** Problem to solve **
Pull every line that holds the word "TUMBAMBIRO" from the entries.

** Records drawn from a dataset **
☆ ☆ ☆ ☆ ☆ ☆ ☆

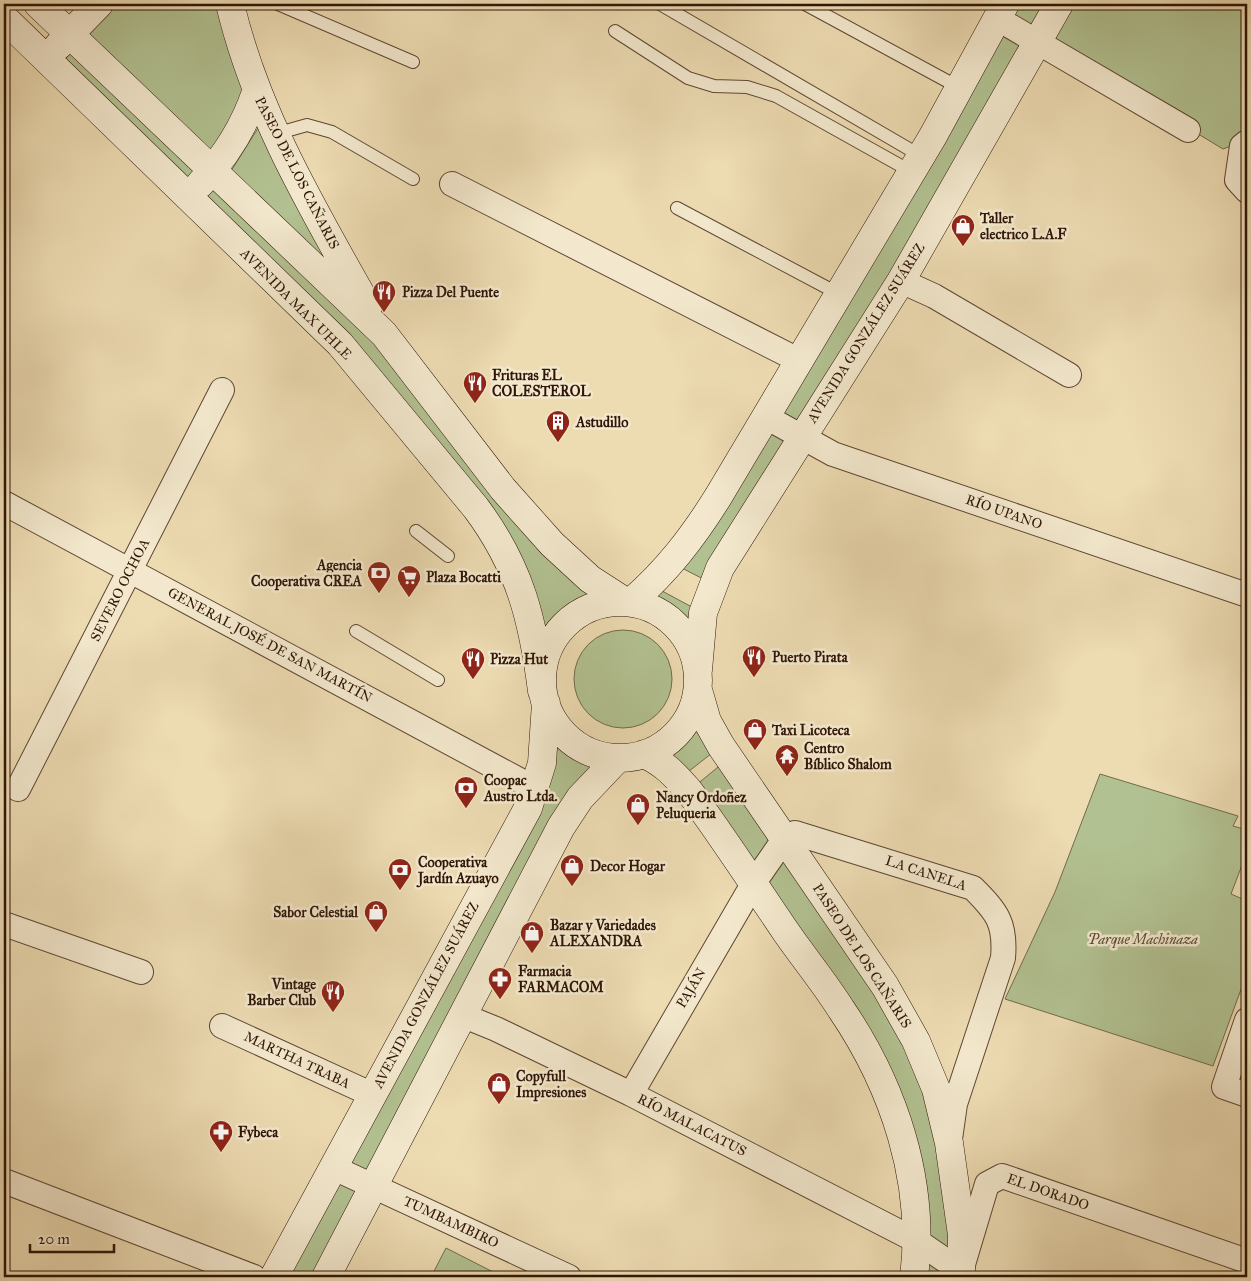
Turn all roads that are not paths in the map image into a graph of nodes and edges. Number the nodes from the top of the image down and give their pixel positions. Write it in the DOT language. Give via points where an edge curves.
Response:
graph roads {
  1 [pos="38,4"];
  2 [pos="98,4"];
  3 [pos="230,4"];
  4 [pos="278,4"];
  5 [pos="660,4"];
  6 [pos="804,4"];
  7 [pos="1059,4"];
  8 [pos="1002,11"];
  9 [pos="4,18"];
  10 [pos="615,31"];
  11 [pos="70,34"];
  12 [pos="1037,44"];
  13 [pos="46,59"];
  14 [pos="413,62"];
  15 [pos="960,88"];
  16 [pos="256,92"];
  17 [pos="1188,130"];
  18 [pos="275,134"];
  19 [pos="1247,142"];
  20 [pos="916,164"];
  21 [pos="213,170"];
  22 [pos="413,179"];
  23 [pos="452,184"];
  24 [pos="1242,185"];
  25 [pos="188,198"];
  26 [pos="677,208"];
  27 [pos="901,281"];
  28 [pos="839,294"];
  29 [pos="384,334"];
  30 [pos="800,361"];
  31 [pos="1069,375"];
  32 [pos="222,390"];
  33 [pos="766,417"];
  34 [pos="802,436"];
  35 [pos="4,503"];
  36 [pos="416,531"];
  37 [pos="448,556"];
  38 [pos="130,570"];
  39 [pos="1247,595"];
  40 [pos="628,602"];
  41 [pos="356,631"];
  42 [pos="438,680"];
  43 [pos="698,680"];
  44 [pos="544,697"];
  45 [pos="631,756"];
  46 [pos="18,789"];
  47 [pos="536,789"];
  48 [pos="785,838"];
  49 [pos="753,884"];
  50 [pos="4,924"];
  51 [pos="141,972"];
  52 [pos="464,1016"];
  53 [pos="1247,1020"];
  54 [pos="222,1026"];
  55 [pos="631,1094"];
  56 [pos="372,1095"];
  57 [pos="1247,1095"];
  58 [pos="949,1143"];
  59 [pos="334,1168"];
  60 [pos="4,1181"];
  61 [pos="374,1186"];
  62 [pos="917,1241"];
  63 [pos="1247,1261"];
  64 [pos="961,1274"];
  65 [pos="254,1277"];
  66 [pos="274,1277"];
  67 [pos="326,1277"];
  68 [pos="569,1277"];
  69 [pos="914,1277"];
  1 -- 11 [label="main road"];
  2 -- 11 [label="main road"];
  3 -- 16 [label="main road, PASEO DE LOS CAÑARIS"];
  4 -- 14 [label="lane"];
  5 -- 20 [label="lane"];
  6 -- 15 [label="lane"];
  7 -- 12 [label="main road, AVENIDA GONZÁLEZ SUÁREZ"];
  8 -- 12 [label="street"];
  8 -- 15 [label="main road"];
  9 -- 13 [label="main road, AVENIDA MAX UHLE"];
  10 -- 20 [label="lane" via="688,78 714,86 747,87 776,96"];
  11 -- 13 [label="main road"];
  11 -- 21 [label="main road"];
  12 -- 17 [label="street"];
  12 -- 27 [label="main road, AVENIDA GONZÁLEZ SUÁREZ"];
  13 -- 25 [label="main road, AVENIDA MAX UHLE"];
  15 -- 20 [label="main road"];
  16 -- 18 [label="main road, PASEO DE LOS CAÑARIS"];
  16 -- 21 [label="main road" via="248,117 234,143"];
  18 -- 22 [label="lane" via="307,125 332,132"];
  18 -- 29 [label="main road, PASEO DE LOS CAÑARIS" via="319,220"];
  19 -- 24 [label="street" via="1242,146"];
  20 -- 28 [label="main road"];
  21 -- 25 [label="main road"];
  21 -- 29 [label="main road"];
  23 -- 30 [label="street"];
  25 -- 44 [label="main road, AVENIDA MAX UHLE" via="340,344 486,521 522,588"];
  26 -- 28 [label="lane"];
  27 -- 31 [label="street" via="934,296"];
  27 -- 34 [label="main road, AVENIDA GONZÁLEZ SUÁREZ"];
  28 -- 30 [label="main road"];
  29 -- 40 [label="main road" via="504,489 552,544 590,579"];
  30 -- 33 [label="main road"];
  32 -- 38 [label="street, SEVERO OCHOA"];
  33 -- 34 [label="street, RÍO UPANO"];
  33 -- 40 [label="main road" via="697,531 663,574"];
  34 -- 39 [label="street, RÍO UPANO" via="833,454"];
  34 -- 43 [label="main road, AVENIDA GONZÁLEZ SUÁREZ" via="720,568 703,613"];
  35 -- 38 [label="street, GENERAL JOSÉ DE SAN MARTÍN"];
  36 -- 37 [label="lane"];
  38 -- 46 [label="street, SEVERO OCHOA"];
  38 -- 47 [label="street, GENERAL JOSÉ DE SAN MARTÍN"];
  40 -- 43 [label="main road" via="648,606 673,622 693,652"];
  40 -- 44 [label="main road" via="604,603 580,612 562,627 545,657 542,673"];
  41 -- 42 [label="lane"];
  43 -- 45 [label="main road" via="690,714 677,733 659,748"];
  43 -- 48 [label="main road, PASEO DE LOS CAÑARIS" via="707,720 721,746"];
  44 -- 45 [label="main road" via="548,713 576,744 593,754"];
  44 -- 47 [label="main road, AVENIDA GONZÁLEZ SUÁREZ" via="542,763"];
  45 -- 49 [label="main road" via="658,760 680,779"];
  45 -- 52 [label="main road" via="580,798 560,827"];
  47 -- 56 [label="main road, AVENIDA GONZÁLEZ SUÁREZ"];
  48 -- 49 [label="street"];
  48 -- 58 [label="main road, PASEO DE LOS CAÑARIS" via="885,986 916,1041 936,1089"];
  48 -- 58 [label="street, LA CANELA" via="794,833 808,836 973,888 999,918 1005,938 1003,958 955,1104"];
  49 -- 55 [label="street, PAJÁN"];
  49 -- 62 [label="main road" via="842,1009 873,1061 897,1116 912,1175"];
  50 -- 51 [label="street"];
  52 -- 55 [label="street, RÍO MALACATUS" via="496,1028"];
  52 -- 61 [label="main road"];
  53 -- 57 [label="street" via="1224,1087"];
  54 -- 56 [label="street, MARTHA TRABA"];
  55 -- 62 [label="street, RÍO MALACATUS"];
  56 -- 59 [label="main road, AVENIDA GONZÁLEZ SUÁREZ"];
  58 -- 64 [label="main road, PASEO DE LOS CAÑARIS" via="962,1235"];
  59 -- 61 [label="street, TUMBAMBIRO"];
  59 -- 66 [label="main road, AVENIDA GONZÁLEZ SUÁREZ"];
  60 -- 65 [label="street"];
  61 -- 67 [label="main road"];
  61 -- 68 [label="street, TUMBAMBIRO"];
  62 -- 64 [label="street"];
  62 -- 69 [label="main road"];
  63 -- 64 [label="street, EL DORADO" via="1002,1176 987,1184"];
}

☆ ☆ ☆ ☆ ☆ ☆ ☆

** Expected output **
  59 -- 61 [label="street, TUMBAMBIRO"];
  61 -- 68 [label="street, TUMBAMBIRO"];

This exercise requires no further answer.